Re: WIP: Failover Slots

From: Craig Ringer <craig(at)2ndquadrant(dot)com>
To: Andres Freund <andres(at)anarazel(dot)de>
Cc: Robert Haas <robertmhaas(at)gmail(dot)com>, Thom Brown <thom(at)linux(dot)com>, Simon Riggs <simon(at)2ndquadrant(dot)com>, PostgreSQL-development <pgsql-hackers(at)postgresql(dot)org>
Subject: Re: WIP: Failover Slots
Date: 2017-08-14 03:56:28
Message-ID: CAMsr+YEupkmQR2zogMqySeskbNv24AhymWMQHbguJzQxCvZrow@mail.gmail.com
Views: Raw Message | Whole Thread | Download mbox | Resend email
Thread:
Lists: pgsql-hackers

On 12 August 2017 at 08:03, Andres Freund <andres(at)anarazel(dot)de> wrote:

> On 2017-08-02 16:35:17 -0400, Robert Haas wrote:
> > I actually think failover slots are quite desirable, especially now
> > that we've got logical replication in core. In a review of this
> > thread I don't see anyone saying otherwise. The debate has really
> > been about the right way of implementing that.
>
> Given that I presumably was one of the people pushing back more
> strongly: I agree with that. Besides disagreeing with the proposed
> implementation our disagreements solely seem to have been about
> prioritization.
>
> I still think we should have a halfway agreed upon *design* for logical
> failover, before we introduce a concept that's quite possibly going to
> be incompatible with that, however. But that doesn't mean it has to
> submitted/merged to core.
>

How could it be incompatible? The idea here is to make physical failover
transparent to logical decoding clients. That's not meant to sound
confrontational, I mean that I can't personally see any way it would be and
could use your ideas.

I understand that it might be *different* and you'd like to see more
closely aligned approaches that work more similarly. For which we first
need to know more clearly how logical failover will look. But it's hard not
to also see this as delaying and blocking until your preferred approach via
pure logical rep and logical failover gets in, and physical failover can be
dismissed with "we don't need that anymore". I'm sure that's not your
intent, I just struggle not to see it that way anyway when there's always
another reason not to proceed to solve this problem because of a loosely
related development effort on another problem.

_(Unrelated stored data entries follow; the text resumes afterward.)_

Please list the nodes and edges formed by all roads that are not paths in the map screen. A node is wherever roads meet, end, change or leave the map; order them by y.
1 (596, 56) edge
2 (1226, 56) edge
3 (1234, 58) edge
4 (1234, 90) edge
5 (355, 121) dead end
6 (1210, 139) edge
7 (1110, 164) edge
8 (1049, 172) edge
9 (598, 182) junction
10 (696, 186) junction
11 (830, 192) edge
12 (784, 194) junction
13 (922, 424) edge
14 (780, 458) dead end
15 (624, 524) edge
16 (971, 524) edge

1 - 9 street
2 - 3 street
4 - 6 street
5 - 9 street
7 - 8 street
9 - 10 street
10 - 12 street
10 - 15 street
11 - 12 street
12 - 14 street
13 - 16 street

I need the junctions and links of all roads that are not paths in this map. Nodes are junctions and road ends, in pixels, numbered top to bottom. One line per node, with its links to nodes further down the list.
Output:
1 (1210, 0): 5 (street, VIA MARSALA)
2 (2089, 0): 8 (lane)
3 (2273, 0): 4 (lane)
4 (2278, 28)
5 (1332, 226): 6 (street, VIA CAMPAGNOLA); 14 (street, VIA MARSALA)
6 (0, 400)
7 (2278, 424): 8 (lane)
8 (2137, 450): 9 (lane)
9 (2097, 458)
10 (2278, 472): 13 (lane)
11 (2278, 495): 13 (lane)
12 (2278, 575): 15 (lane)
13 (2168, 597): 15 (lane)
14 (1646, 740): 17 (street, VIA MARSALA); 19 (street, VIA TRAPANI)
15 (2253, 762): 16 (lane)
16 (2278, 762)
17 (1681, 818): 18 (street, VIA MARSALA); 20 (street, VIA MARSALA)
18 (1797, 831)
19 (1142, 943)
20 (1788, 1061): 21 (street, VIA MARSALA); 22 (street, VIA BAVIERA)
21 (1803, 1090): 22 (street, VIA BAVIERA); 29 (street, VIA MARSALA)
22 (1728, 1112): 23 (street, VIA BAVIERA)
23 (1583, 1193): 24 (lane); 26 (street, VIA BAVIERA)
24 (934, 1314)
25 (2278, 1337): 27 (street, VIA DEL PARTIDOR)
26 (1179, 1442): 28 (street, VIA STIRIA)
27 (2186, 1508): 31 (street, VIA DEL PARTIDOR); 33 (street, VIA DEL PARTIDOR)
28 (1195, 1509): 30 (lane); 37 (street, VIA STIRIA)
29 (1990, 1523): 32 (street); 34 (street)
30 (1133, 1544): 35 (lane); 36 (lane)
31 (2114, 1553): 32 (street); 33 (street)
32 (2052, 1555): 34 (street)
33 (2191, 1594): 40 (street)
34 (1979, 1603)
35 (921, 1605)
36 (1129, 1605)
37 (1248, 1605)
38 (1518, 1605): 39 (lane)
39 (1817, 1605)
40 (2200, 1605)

I think there's a couple design goals we need to agree upon, before
> going into the weeds of how exactly we want this to work. Some of the
> axis I can think of are:
>
> - How do we want to deal with cascaded setups, do slots have to be
> available everywhere, or not?
>

Personally, I don't care either way.

> - What kind of PITR integration do we want? Note that simple WAL based
> slots do *NOT* provide proper PITR support, there's not enough
> interlock easily available (you'd have to save slots at the end, then
> increment minRecoveryLSN to a point later than the slot saving)
>

Interesting. I haven't fully understood this, but think I see what you're
getting at.

As outlined in the prior mail, I'd like to have working PITR with logical
slots but think it's pretty niche as it can't work usefully without plenty
of co-operation from the rest of the logical replication software in use.
You can't just restore and resume normal operations. So I don't think it's
worth making it a priority.

It's possible to make PITR safe with slots by blocking further advance of
catalog_xmin on the running master for the life of the PITR base backup
using a slot for retention. There's plenty of room for operator error
until/unless we add something like catalog_xmin advance xlog'ing, but it
can be done now with external tools if you're careful. Details in the prior
mail.

I don't think PITR for logical slots is important given there's a
workaround and it's not simple to actually do anything with it if you have
it.

> - How much divergence are we going to accept between logical decoding on
> standbys, and failover slots. I'm probably a lot closer to closer than
> than Craig is.
>

They're different things to me, but I think you're asking "to what extent
should failover slots functionality be implemented strictly on top of
decoding on standby?"

"Failover slots" provides a mechanism by which a logical decoding client
can expect a slot it creates on a master (or physical streaming replica
doing decoding on standby) to continue to exist. The client can ignore
physical HA and promotions of the master, which can continue to be managed
using normal postgres tools. It's the same as, say, an XA transaction
manager expecting that if your master dies and you fail over to a standby,
the TM should't have to have been doing special housekeeping on the
promotion candidate before promotion in order for 2PC to continue to work.
It Just Works.

Logical decoding on standby is useful with, or without, failover slots, as
you can use it to extract data from a replica, and now decoding timeline
following is in a decoding connection on a replica will survive promotion
to master.

But in addition to its main purpose of allowing logical decoding from a
standby server to offload work, it can be used to implement client-managed
support for failover to physical replicas. For this, the client must have
an inventory of promotion-candidates of the master and their connstrings so
it can maintain slots on them too. The client must be able to connect to
all promotion-candidates and advance their slots via decoding along with
the master slots it's actually replaying from. If a client isn't "told"
about a promotion candidate, decoding will break when we fail over. If a
client cannot connect to a promotion candidate, catalog_xmin will fall
behind on master until the replica is discarded (and its physical slot
dropped) or the client regains access. Every different logical decoding
client application must implement all this logic and management separately.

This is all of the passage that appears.